La battaglia culturale è dirimente per l’indirizzo da imprimere alla politica di quest’epoca e lo è anche per la conquista dell’immaginario collettivo e per ridefinire i connotati antropologici della società. Il compito non è facile, anche perché convive con sentimenti conservatori e perfino reazionari di parte dell’opinione pubblica, legati a una percezione di insicurezza ma, non impossibile. Ciò che serve è una capacità di critica dell’esistente e un impianto intellettuale predisposto a portare in campo un punto di vista alternativo diciamo così: ‘più moderno’. Il cambiamento delle cose si fa nelle cose, ma senza nuove idee e strategie rilanciate da politici con una mentis più elastica, non si va da nessuna parte.

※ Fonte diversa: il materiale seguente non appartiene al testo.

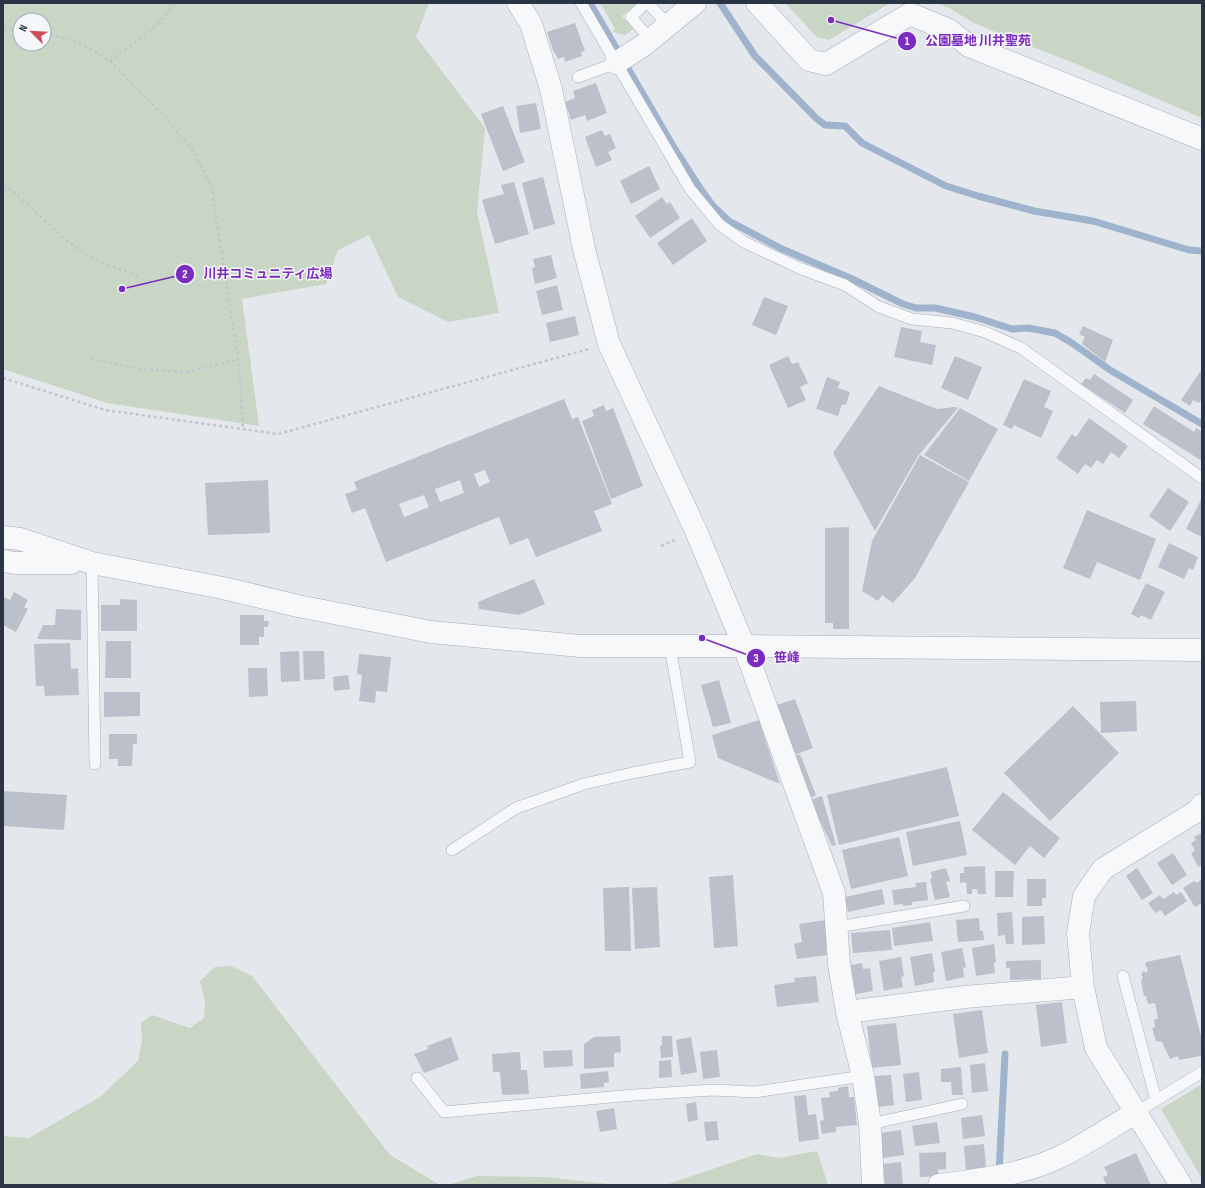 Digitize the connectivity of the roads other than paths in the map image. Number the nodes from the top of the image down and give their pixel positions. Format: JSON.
{"nodes":[{"id":1,"x":518,"y":3,"type":"edge"},
{"id":2,"x":581,"y":3,"type":"edge"},
{"id":3,"x":647,"y":3,"type":"edge"},
{"id":4,"x":695,"y":3,"type":"edge"},
{"id":5,"x":757,"y":3,"type":"edge"},
{"id":6,"x":668,"y":25,"type":"junction"},
{"id":7,"x":650,"y":39,"type":"junction"},
{"id":8,"x":616,"y":63,"type":"junction"},
{"id":9,"x":578,"y":77,"type":"dead end"},
{"id":10,"x":1202,"y":139,"type":"edge"},
{"id":11,"x":1202,"y":478,"type":"edge"},
{"id":12,"x":3,"y":537,"type":"edge"},
{"id":13,"x":3,"y":561,"type":"edge"},
{"id":14,"x":92,"y":563,"type":"junction"},
{"id":15,"x":670,"y":646,"type":"junction"},
{"id":16,"x":744,"y":646,"type":"junction"},
{"id":17,"x":1202,"y":650,"type":"edge"},
{"id":18,"x":96,"y":764,"type":"dead end"},
{"id":19,"x":1202,"y":805,"type":"edge"},
{"id":20,"x":452,"y":850,"type":"dead end"},
{"id":21,"x":964,"y":906,"type":"dead end"},
{"id":22,"x":836,"y":927,"type":"junction"},
{"id":23,"x":1123,"y":976,"type":"dead end"},
{"id":24,"x":1083,"y":987,"type":"junction"},
{"id":25,"x":847,"y":1012,"type":"junction"},
{"id":26,"x":1202,"y":1072,"type":"edge"},
{"id":27,"x":863,"y":1076,"type":"junction"},
{"id":28,"x":418,"y":1078,"type":"dead end"},
{"id":29,"x":1156,"y":1100,"type":"junction"},
{"id":30,"x":962,"y":1104,"type":"dead end"},
{"id":31,"x":1137,"y":1112,"type":"junction"},
{"id":32,"x":870,"y":1124,"type":"junction"},
{"id":33,"x":873,"y":1185,"type":"edge"},
{"id":34,"x":938,"y":1185,"type":"edge"},
{"id":35,"x":1181,"y":1185,"type":"edge"}],
"edges":[{"from":1,"to":16,"type":"street"},
{"from":2,"to":8,"type":"lane"},
{"from":3,"to":6,"type":"lane"},
{"from":3,"to":7,"type":"lane"},
{"from":4,"to":6,"type":"street"},
{"from":5,"to":10,"type":"street"},
{"from":6,"to":7,"type":"street"},
{"from":7,"to":8,"type":"street"},
{"from":8,"to":9,"type":"lane"},
{"from":8,"to":11,"type":"lane"},
{"from":12,"to":14,"type":"street"},
{"from":13,"to":14,"type":"street"},
{"from":14,"to":15,"type":"street"},
{"from":14,"to":18,"type":"lane"},
{"from":15,"to":16,"type":"street"},
{"from":15,"to":20,"type":"lane"},
{"from":16,"to":17,"type":"street"},
{"from":16,"to":22,"type":"street"},
{"from":19,"to":24,"type":"street"},
{"from":21,"to":22,"type":"lane"},
{"from":22,"to":25,"type":"street"},
{"from":23,"to":29,"type":"lane"},
{"from":24,"to":25,"type":"street"},
{"from":24,"to":31,"type":"street"},
{"from":25,"to":27,"type":"street"},
{"from":26,"to":29,"type":"lane"},
{"from":27,"to":28,"type":"lane"},
{"from":27,"to":32,"type":"street"},
{"from":29,"to":31,"type":"lane"},
{"from":30,"to":32,"type":"lane"},
{"from":31,"to":34,"type":"street"},
{"from":31,"to":35,"type":"street"},
{"from":32,"to":33,"type":"street"}]} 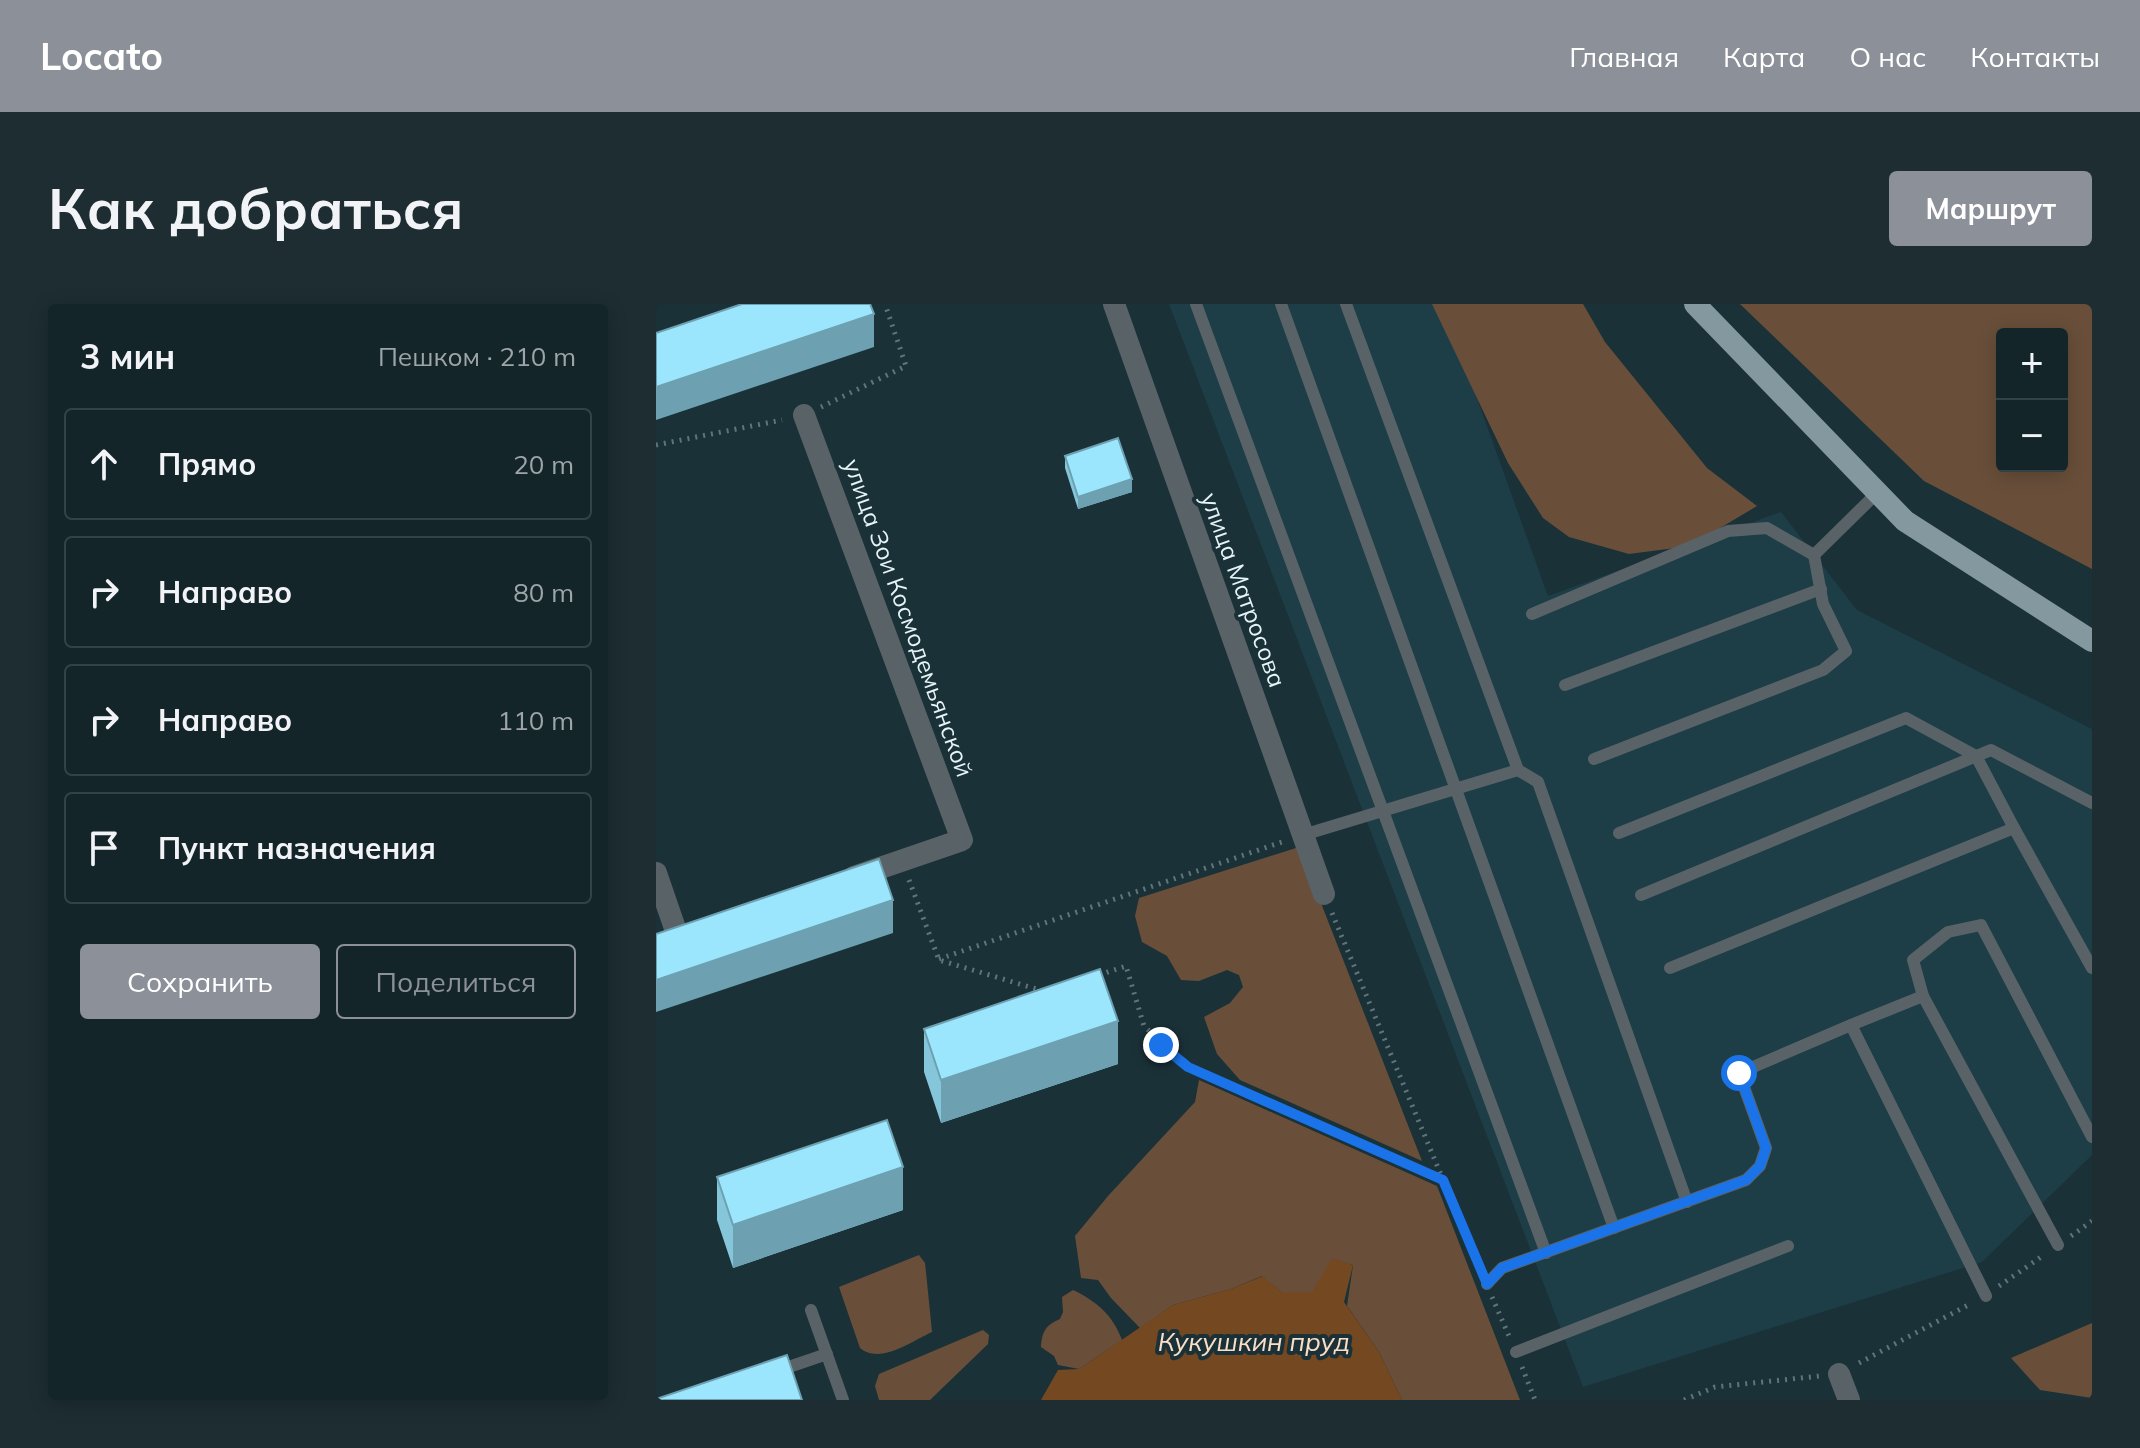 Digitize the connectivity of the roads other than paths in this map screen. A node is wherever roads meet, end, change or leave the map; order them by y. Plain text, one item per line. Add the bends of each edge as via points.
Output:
1 (1114, 304) edge
2 (1196, 304) edge
3 (1281, 304) edge
4 (1346, 304) edge
5 (1695, 304) edge
6 (804, 415) dead end
7 (1877, 493) junction
8 (1814, 555) junction
9 (1821, 589) junction
10 (1532, 614) dead end
11 (2092, 641) edge
12 (1565, 685) dead end
13 (1976, 756) junction
14 (1594, 759) dead end
15 (1518, 770) junction
16 (1455, 789) junction
17 (2092, 803) edge
18 (1383, 811) junction
19 (2014, 828) junction
20 (1619, 833) dead end
21 (1303, 835) junction
22 (656, 873) edge
23 (827, 886) edge
24 (1324, 894) road end
25 (1641, 895) dead end
26 (656, 945) edge
27 (1670, 968) dead end
28 (2092, 968) edge
29 (1923, 996) junction
30 (1851, 1025) junction
31 (2092, 1137) edge
32 (1687, 1202) junction
33 (1614, 1228) junction
34 (2058, 1245) road end
35 (1788, 1246) dead end
36 (1546, 1253) junction
37 (1487, 1284) road end
38 (1986, 1296) road end
39 (811, 1310) dead end
40 (1516, 1352) road end
41 (827, 1354) junction
42 (1839, 1374) road end
43 (767, 1375) edge
44 (843, 1400) edge
45 (1849, 1400) edge

1 - 21 street, улица Матросова
2 - 18 lane
3 - 16 lane
4 - 15 lane
5 - 7 main road
6 - 23 street, улица Зои Космодемьянской via 962,840
7 - 8 lane
7 - 11 main road via 1905,521
8 - 9 lane
8 - 10 lane via 1767,528 1728,531
9 - 12 lane
9 - 14 lane via 1846,651 1823,670
13 - 17 lane via 1991,750
13 - 19 lane
13 - 20 lane via 1906,718
13 - 25 lane
15 - 16 lane
15 - 32 lane via 1538,782
16 - 18 lane
16 - 33 lane
18 - 21 lane
18 - 36 lane
19 - 27 lane
19 - 28 lane
21 - 24 street, улица Матросова
22 - 26 street via 686,935
29 - 30 lane
29 - 31 lane via 1913,960 1948,932 1981,925
29 - 34 lane
30 - 32 lane via 1739,1073 1766,1148 1760,1166 1746,1180
30 - 38 lane
32 - 33 lane
33 - 36 lane
35 - 40 lane
36 - 37 lane via 1502,1268
39 - 41 lane
41 - 43 lane
41 - 44 lane
42 - 45 street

Il vecchio ordine non funziona più, non è più al passo con le trasmutazioni repentine del nostro paese. Il neoliberismo non è più la ricetta con cui sia Paese può essere governato. Tuttavia ancora prevale ed è accreditato nell’orientamento dei media, della scuola, delle imprese, della politica. Così, responsabilità, spirito di iniziativa, merito, imprenditività, competitività sono diventati principi costitutivi della società in cui viviamo. Tuttavia, stanno divenendo parole vuote in cui le persone si riconoscono sempre meno perché è venuta meno la fiducia che le leve della mobilità sociale adempiano effettivamente al compito. Creare una società diversa ha perciò quale premessa la formazione di un nuovo spirito politico: rompere la gabbia dell’individualismo utilitaristico, far diventare egemone un sentimento di solidarietà reciproca. Per tale prospettiva oggi sono disponibili risorse preziose quali:
-una maggiore consapevolezza civica dell’esigenza di uscire insieme dalle difficoltà, di prendersi cura dei beni e dei servizi che sostengono la vita in comune, di rimuovere le disuguaglianze sociali ed educative.
-una società ricca di fermenti associativi, di esperienze di cittadinanza attiva e di innovazione sociale e culturale che se anche poco visibile nella rappresentazione mediatica, l’azione collettiva non è spenta, anzi costituisce oggi la principale sorgente della vita democratica.
Prendere atto di queste risorse vuol dire proiettarsi a un cambio di paradigma, che trova stimolo sempre da opportunità che nascono nelle condizioni storiche, dallo sviluppo di nuove letture della società e da avanguardie che già sperimentino quel paradigma alternativo.
Il campo di rinnovamento e di rinascita del Paese è questo.